Let’s say you invested in a car-detailing trailer and you are a professional car washer. Don’t laugh—a cleaning cars is a $5.8 billion industry with about 8 million cars washed per day. They are not getting rich from me, but the little woman is making a significant contribution and some. So you now have a choice: attract your customers one by one through tried and true marketing methods, coupons or offer some sort of subscription along with your regular methods. It could be a percentage: 50% are subscriptions 50% are one-time customers (or any percentages as you feel more comfortable).
So what would that look like?
First of all, I’m going to assume you’re a solo operation and you have some regular customers and the rest are one-timers. It’s also pretty easy to understand a regular customer is not always regular. Instead of washing every month, sometimes it stretches to five or six weeks. In those cases you just offer a sizable discount with some type of pre-pay incentive for a regular once a month wash and detail. A six-month deal for 15% discount or an annual deal for 25% off has to be significant for them to sign up, otherwise there is no incentive on their part.

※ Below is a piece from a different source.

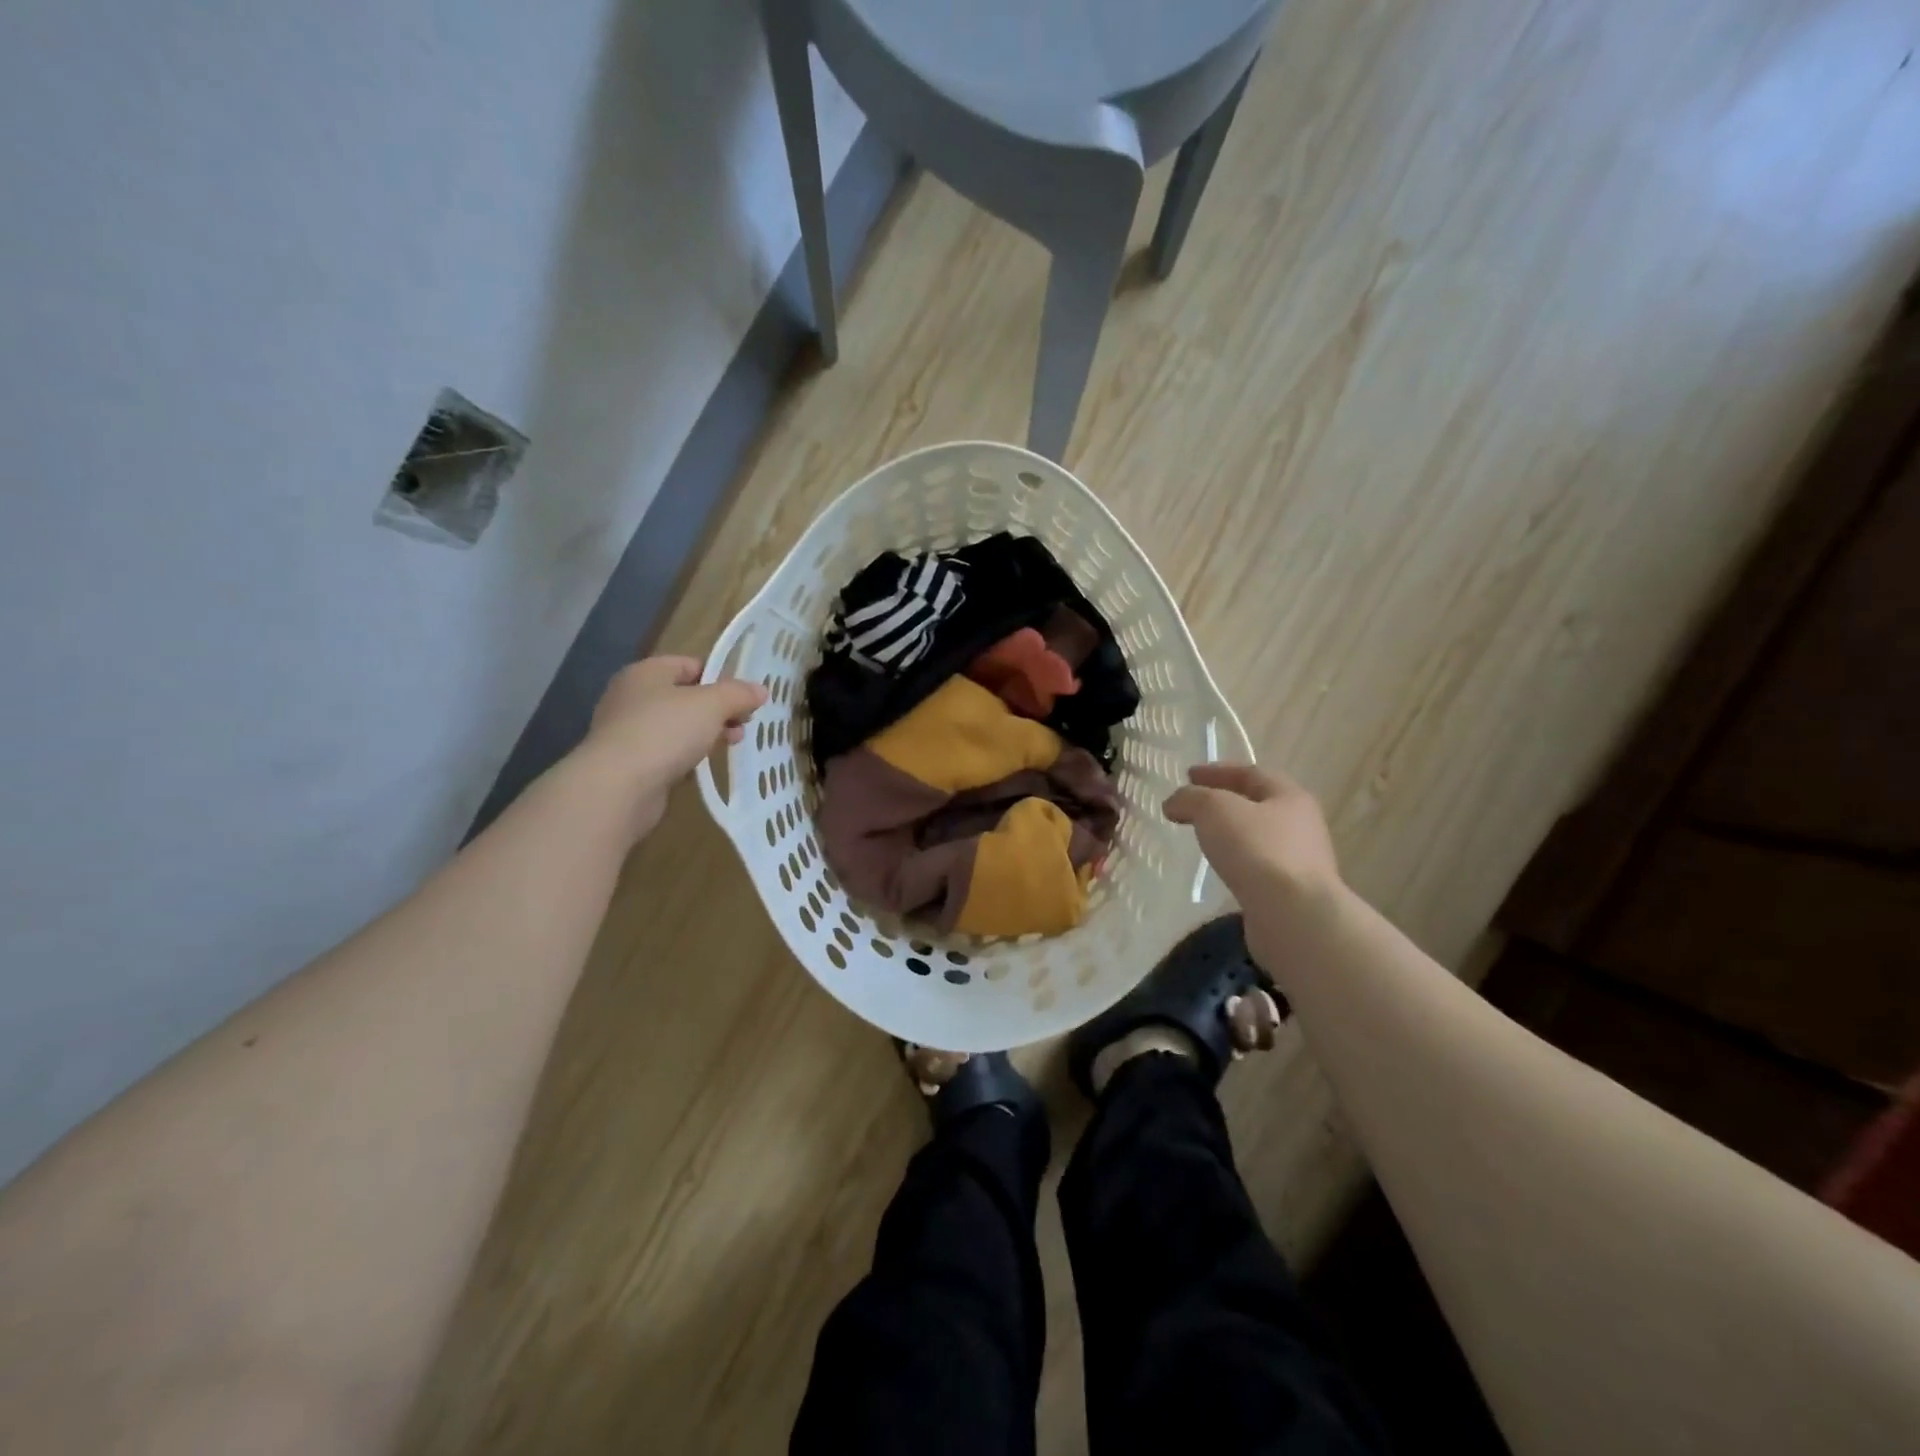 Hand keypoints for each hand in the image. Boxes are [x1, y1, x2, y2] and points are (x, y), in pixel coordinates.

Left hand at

If they averaged five weeks between washes before at $150 each you would make a projected $1,500 from them over the year. If they signed up, you would make a guaranteed $1,350 for the year. This is where you need to ask yourself: is a guaranteed revenue stream of $1,350 worth $150 to you? In both cases you’re covering your costs, so that isn’t really a factor. It just comes down to how you look at it. If taking the variability away from the customer and “locking them in” for the year is worth $150, a subscription model could be just the thing you’re looking for.
Of course this also comes down to work factor and a few other things. You do not have to offer this to everybody; it’s not rocket science to offer this to business people with $50k+ cars and not offer it to the soccer mom with three kids. The variations and ways to spin this are endless, but it will always come down to a basic premise of giving the customer a discount for purchasing goods or services in the future for a payment or promise of payment now.
I’ve always wondered why hair and nail salons don’t embrace this model more; they know your hair is going to grow, 95% of the costs are fixed, and with the market being highly fragmented (customers have lots of choices) you would think they would want to lock in customers for the year. On the other hand, they have a pretty high failure rate, maybe this explains why. Just a random curiosity.
So back to where I started: I have this system and it only takes 15 minutes a day.
The next time you’re working with a somewhat regular customer and the conditions are favorable ask them if they would like to save 25% off your service in exchange for prepaying for a year. It will only take a minute or two, and they might say “No” but on the other hand they might say “Yes.”